Pralines factory se moriría de envidia si un día descubren que haces esto – dijo Grase mordiendo uno de los dulces panecillos azucarados – te quedan mejor que a nadie, y a Julián… — los ojos de la chica se iluminaron – Dios...

— Apuesto a que recordó lo que hizo la primera vez que le dio a probar uno – dijo Selena con disimulo.

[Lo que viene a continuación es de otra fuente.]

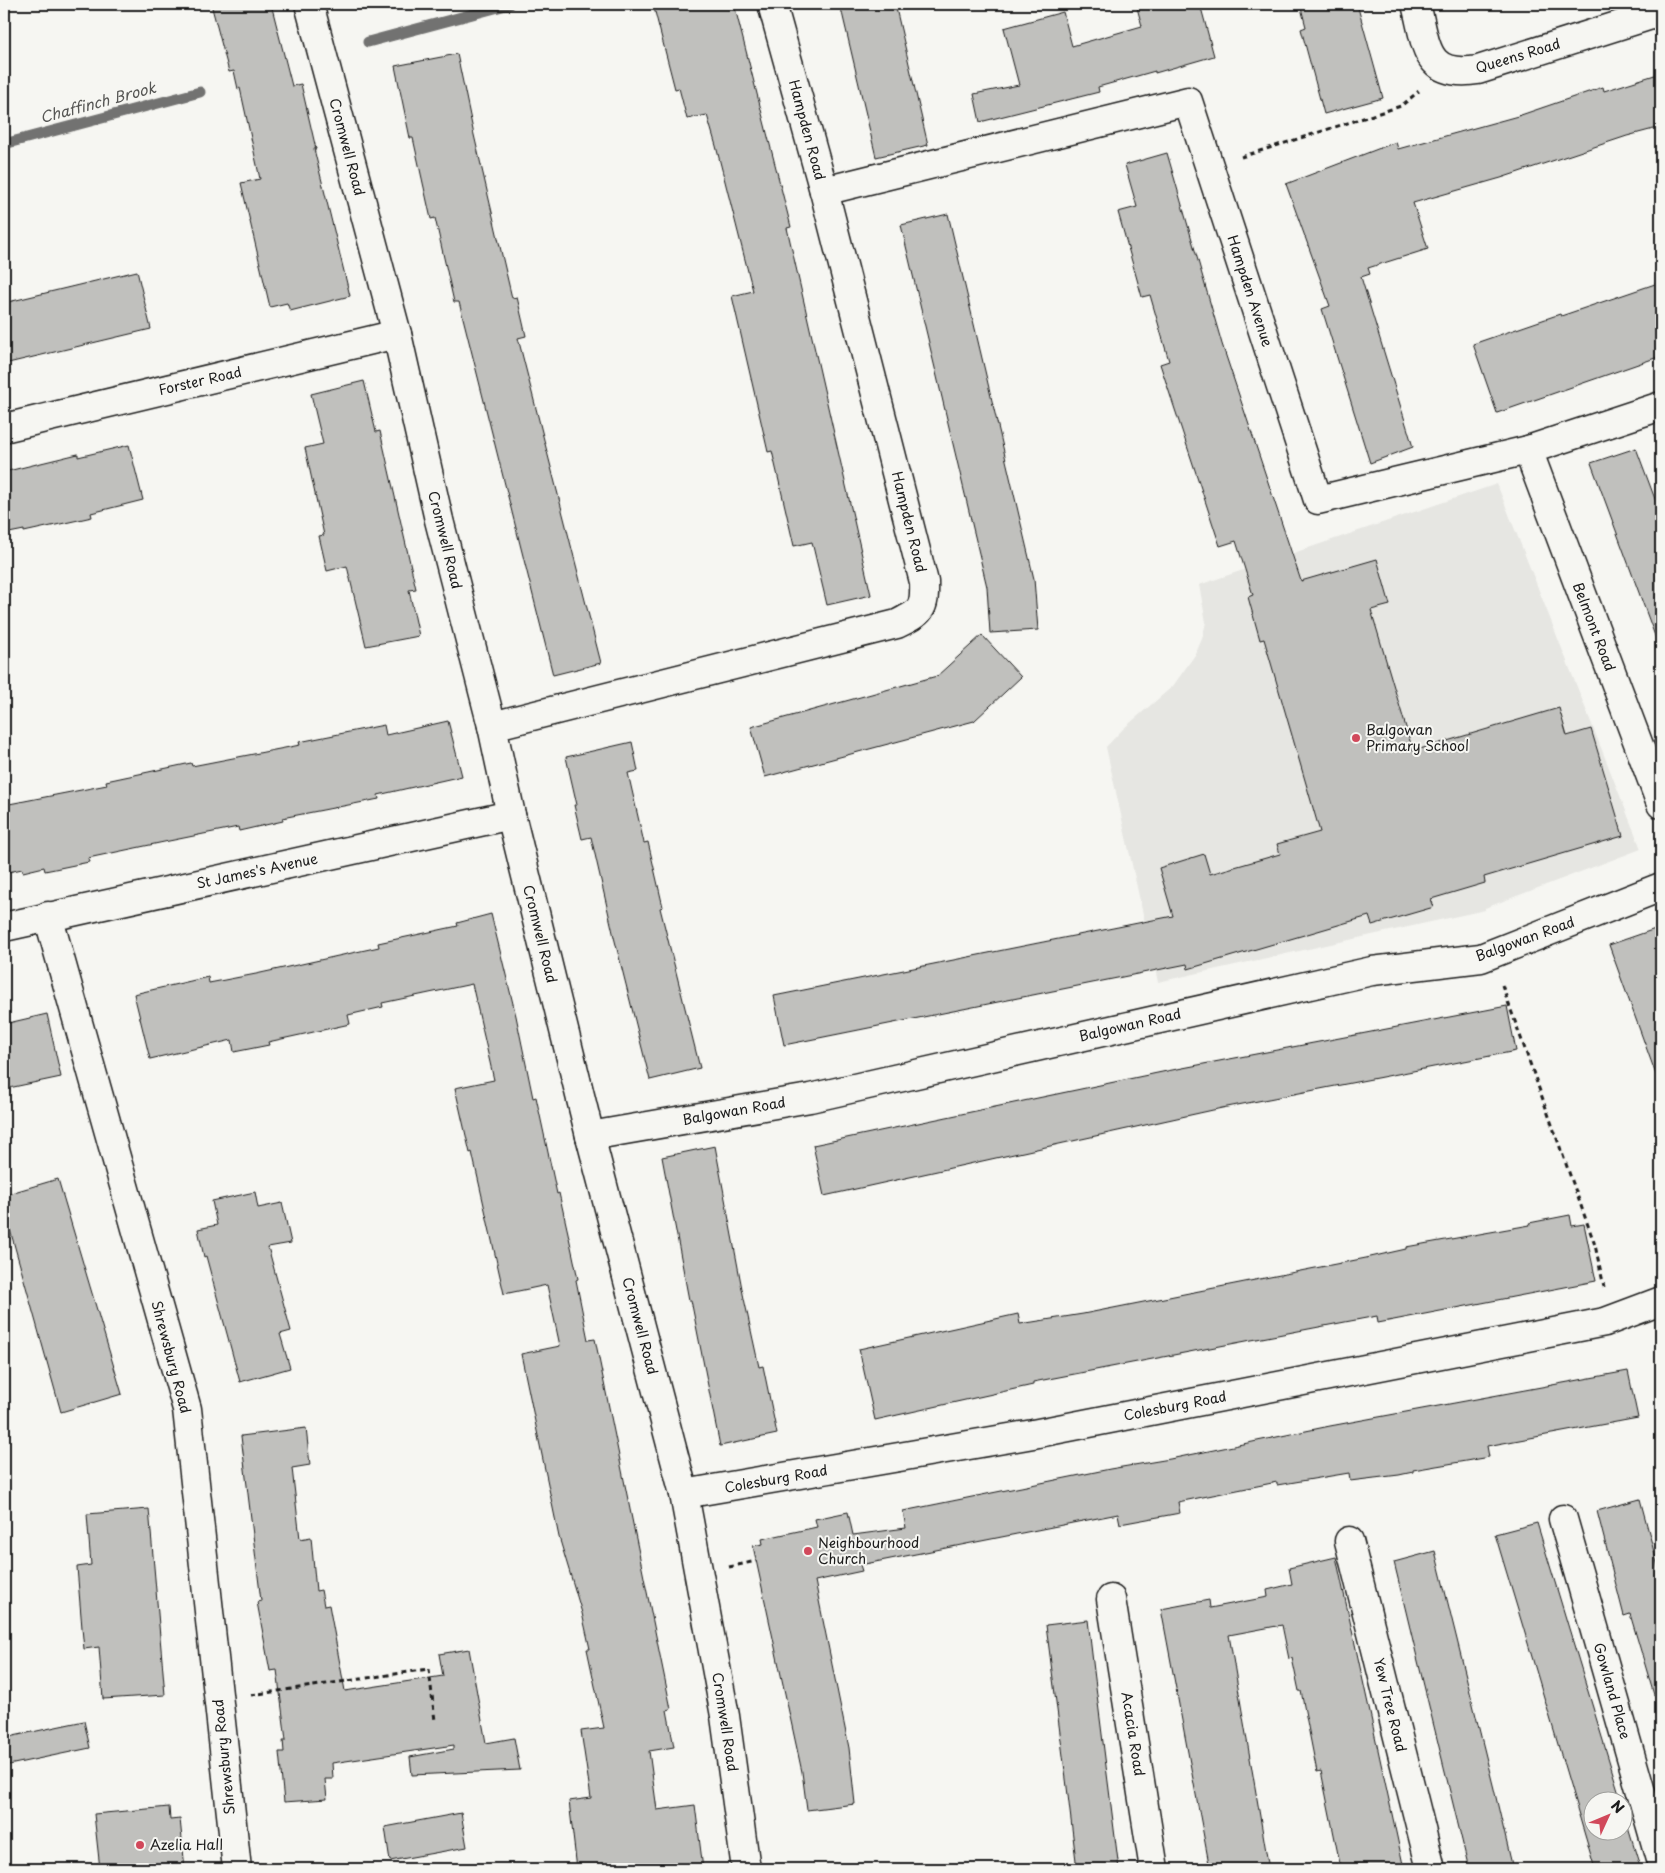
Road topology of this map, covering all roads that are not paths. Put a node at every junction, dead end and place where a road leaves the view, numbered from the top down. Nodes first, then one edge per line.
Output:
1 (309, 4) edge
2 (772, 4) edge
3 (1416, 4) edge
4 (1661, 12) edge
5 (824, 191) junction
6 (397, 334) junction
7 (1661, 406) edge
8 (4, 428) edge
9 (1528, 450) junction
10 (492, 726) junction
11 (1661, 804) edge
12 (511, 815) junction
13 (1661, 887) edge
14 (48, 916) junction
15 (4, 926) edge
16 (590, 1136) junction
17 (1661, 1301) edge
18 (684, 1494) junction
19 (1563, 1519) dead end
20 (1349, 1541) dead end
21 (1111, 1598) dead end
22 (1661, 1862) edge
23 (237, 1869) edge
24 (746, 1869) edge
25 (1154, 1869) edge
26 (1430, 1869) edge

1 - 6 street, Cromwell Road
2 - 5 street, Hampden Road
3 - 4 street, Queens Road
5 - 9 street, Hampden Avenue
5 - 10 street, Hampden Road
6 - 8 street, Forster Road
6 - 10 street, Cromwell Road
7 - 9 street, Hampden Avenue
9 - 11 street, Belmont Road
10 - 12 street, Cromwell Road
12 - 14 street, St James's Avenue
12 - 16 street, Cromwell Road
13 - 16 street, Balgowan Road
14 - 15 street, St James's Avenue
14 - 23 street, Shrewsbury Road
16 - 18 street, Cromwell Road
17 - 18 street, Colesburg Road
18 - 24 street, Cromwell Road
19 - 22 street, Gowland Place
20 - 26 street, Yew Tree Road
21 - 25 street, Acacia Road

— ¿Qué hizo? – peguntó con curiosidad Kagome

— Oh solo tomó el azúcar que cayó en su escote directo del envase – dijo con una radiante sonrisa

— ¡Lanie! – Exclamó avergonzada a mujer a su lado – es que acaso disfrutas ventilando mi vida privada a todo el mundo

— Oh vamos lo hizo en pleno centro comercial, ¿Qué tiene eso de privado? además, si no fuera porque me preocupo por ti jamás hubieras conocido a Julián

Kagome se rió con disimulo. Hablando de las personas extrañas que había conocido en Nueva Orleáns: Grase Alexander y Amanda Hunter eran unas de las más… bien… normales podría decirse. Grace era una sexóloga que tenía un par de años de casada, tenía unos gemelos hermosos que ya había visto una vez, su esposo Julián, era profesor en la universidad, profesor de historia antigua, todo con ella parecía normal hasta el día que Selena le había contado que su esposo era un esclavo sexual que habían rescatado de un libro y que además era el hijo de un mortal y de la diosa griega del amor, era casi convincente por que el nombre de la diosa le habían puesto a su hija. De Amanda además de que estaba recién casada, tenía una hija y que era contadora no sabía nada más., nunca había comentado a que se dedicaba su esposo, solo sabía que estaba completamente forrado.

Oh si, el mundo era extraño, huyendo de las extravagancias del mundo y cayendo en el pleno corazón de ellas. Y a pesar de todo, Kagome Higurashi de algún modo se sentía feliz.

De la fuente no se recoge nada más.